__Exercise brief__:
Pictures excluded, please retype exactly the lines from the start of the data through the line that contains "2px,204px 2px,199px 83px,216px", both ends kept, and nothing beyond them.
--------------------
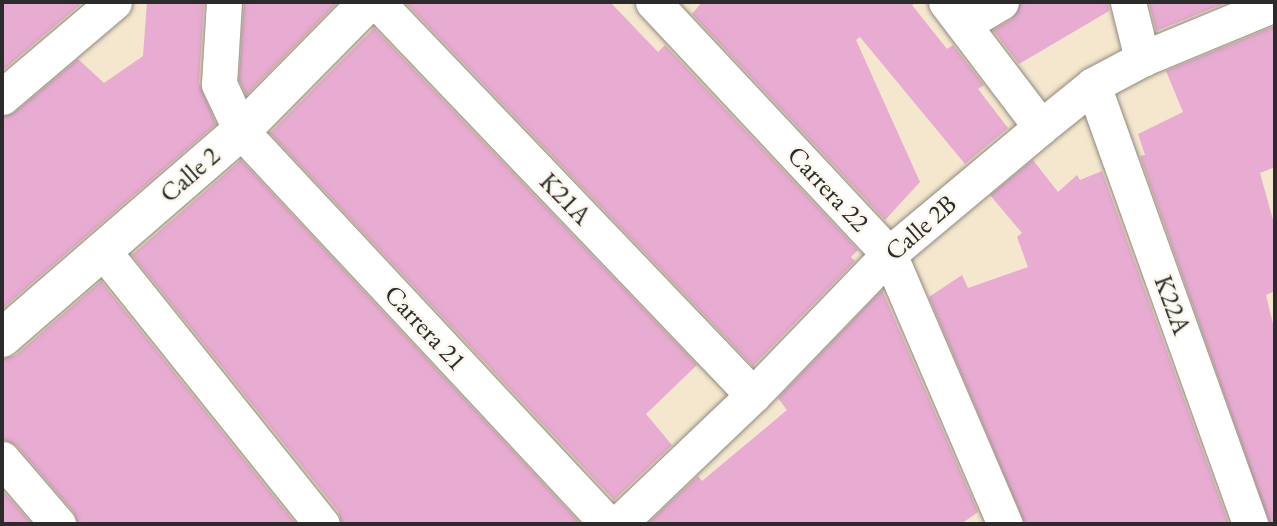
<!DOCTYPE html>
<html>
<head>
<meta charset="utf-8">
<style>
  body { margin:0 }
  #map { position:relative; width:1277px; height:526px; overflow:hidden; background:#f4e7ce; font-family:"EB Garamond",serif }
  div>[style] { position:absolute }
  .building>* { inset:0; background:#e8abd1 }
  .roads { filter:drop-shadow(0 0 2px #90897c) drop-shadow(0 0 2px #90897c) }
  .minor>* { height:35px; margin:-17.5px; padding:0 17.5px; transform-origin:17.5px; border-radius:17.5px; background:#fff }
  .tertiary>* { height:38px; margin:-19px; padding:0 19px; transform-origin:19px; border-radius:19px; background:#fff }
  span { translate:-50% -50%; white-space:nowrap; text-align:center; line-height:1.15; -webkit-text-stroke:5px #fbf7ec; paint-order:stroke }
  .street-label { font-size:26px; color:#2b2b2b }
  .frame { position:absolute; inset:0; border:4px solid #2b2b2b; pointer-events:none }
</style>
</head>
<body>
<div id="map">
  <div class="building">
    <div style="clip-path:polygon(2px 2px,83px 2px,2px 71px)"></div>
    <div style="clip-path:polygon(147px 2px,204px 2px,199px 83px,216px 124px,2px 309px,2px 117px,15px 112px,78px 59px,104px 83px,143px 56px)"></div>
    <div style="clip-path:polygon(244px 2px,338px 2px,246px 95px,239px 80px)"></div>
    <div style="clip-path:polygon(405px 2px,610px 2px,658px 52px,665px 45px,858px 250px,851px 257px,855px 261px,753px 366px)"></div>
    <div style="clip-path:polygon(702px 2px,917px 2px,912px 5px,947px 49px,953px 45px,984px 85px,978px 89px,1008px 128px,965px 164px,860px 37px,856px 40px,920px 182px,885px 220px,692px 14px)"></div>
    <div style="clip-path:polygon(1021px 2px,1108px 2px,1109px 11px,1019px 64px,993px 30px,1012px 19px)"></div>
    <div style="clip-path:polygon(1149px 2px,1228px 2px,1156px 31px)"></div>
    <div style="clip-path:polygon(1275px 26px,1275px 167px,1260px 173px,1275px 227px,1275px 291px,1266px 295px,1275px 332px,1275px 524px,1270px 524px,1140px 156px,1145px 155px,1138px 134px,1183px 112px,1166px 71px)"></div>
    <div style="clip-path:polygon(374px 28px,697px 365px,646px 414px,672px 445px,614px 500px,270px 133px)"></div>
    <div style="clip-path:polygon(241px 160px,581px 524px,342px 524px,338px 511px,132px 255px)"></div>
    <div style="clip-path:polygon(1033px 160px,1058px 192px,1077px 175px,1080px 180px,1102px 171px,1229px 524px,1025px 524px,929px 297px,962px 275px,968px 288px,1028px 267px,1017px 237px,1022px 233px,990px 195px)"></div>
    <div style="clip-path:polygon(101px 281px,296px 524px,78px 524px,73px 511px,17px 446px,2px 439px,2px 359px,16px 355px)"></div>
    <div style="clip-path:polygon(882px 290px,978px 512px,961px 524px,647px 524px,698px 476px,702px 481px,787px 410px,778px 398px)"></div>
    <div style="clip-path:polygon(2px 490px,32px 524px,2px 524px)"></div>
  </div>
  <div class="roads">
    <div class="minor">
      <div style="left:224px;top:2px;width:82px;rotate:93.5deg"></div>
      <div style="left:219px;top:84px;width:52px;rotate:64.9deg"></div>
      <div style="left:241px;top:131px;width:538px;rotate:46.96deg"></div>
      <div style="left:377px;top:2px;width:544px;rotate:46.27deg"></div>
      <div style="left:653px;top:2px;width:345px;rotate:46.9deg"></div>
      <div style="left:889px;top:254px;width:294px;rotate:66.8deg"></div>
      <div style="left:946px;top:2px;width:157px;rotate:52.8deg"></div>
      <div style="left:1128px;top:2px;width:59px;rotate:76.2deg"></div>
      <div style="left:964px;top:24px;width:43px;rotate:-30.7deg"></div>
      <div style="left:1093px;top:85px;width:466px;rotate:70.3deg"></div>
      <div style="left:2px;top:97px;width:147px;rotate:-40.3deg"></div>
      <div style="left:103px;top:251px;width:350px;rotate:51.3deg"></div>
      <div style="left:2px;top:459px;width:86px;rotate:49.3deg"></div>
      <div style="left:618px;top:524px;width:187px;rotate:-43.7deg"></div>
      <div style="left:753px;top:395px;width:196px;rotate:-46deg"></div>
      <div style="left:889px;top:254px;width:198px;rotate:-39.9deg"></div>
      <div style="left:1041px;top:127px;width:67px;rotate:-38.9deg"></div>
      <div style="left:1093px;top:85px;width:55px;rotate:-28deg"></div>
      <div style="left:1142px;top:59px;width:144px;rotate:-22.5deg"></div>
    </div>
    <div class="tertiary">
      <div style="left:2px;top:338px;width:316px;rotate:-40.9deg"></div>
      <div style="left:241px;top:131px;width:181px;rotate:-45.4deg"></div>
    </div>
  </div>
  <div class="street-label">
    <span style="left:190px;top:175px;rotate:-41deg">Calle 2</span>
    <span style="left:828px;top:189px;rotate:47deg">Carrera 22</span>
    <span style="left:565px;top:199px;rotate:46deg">K21A</span>
    <span style="left:921px;top:228px;rotate:-41deg">Calle 2B</span>
    <span style="left:1172px;top:305px;rotate:70deg">K22A</span>
    <span style="left:425px;top:328px;rotate:47deg">Carrera 21</span>
  </div>
  <div class="frame"></div>
</div>
</body>
</html>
--------------------
__Exercise answer__:
<!DOCTYPE html>
<html>
<head>
<meta charset="utf-8">
<style>
  body { margin:0 }
  #map { position:relative; width:1277px; height:526px; overflow:hidden; background:#f4e7ce; font-family:"EB Garamond",serif }
  div>[style] { position:absolute }
  .building>* { inset:0; background:#e8abd1 }
  .roads { filter:drop-shadow(0 0 2px #90897c) drop-shadow(0 0 2px #90897c) }
  .minor>* { height:35px; margin:-17.5px; padding:0 17.5px; transform-origin:17.5px; border-radius:17.5px; background:#fff }
  .tertiary>* { height:38px; margin:-19px; padding:0 19px; transform-origin:19px; border-radius:19px; background:#fff }
  span { translate:-50% -50%; white-space:nowrap; text-align:center; line-height:1.15; -webkit-text-stroke:5px #fbf7ec; paint-order:stroke }
  .street-label { font-size:26px; color:#2b2b2b }
  .frame { position:absolute; inset:0; border:4px solid #2b2b2b; pointer-events:none }
</style>
</head>
<body>
<div id="map">
  <div class="building">
    <div style="clip-path:polygon(2px 2px,83px 2px,2px 71px)"></div>
    <div style="clip-path:polygon(147px 2px,204px 2px,199px 83px,216px 124px,2px 309px,2px 117px,15px 112px,78px 59px,104px 83px,143px 56px)"></div>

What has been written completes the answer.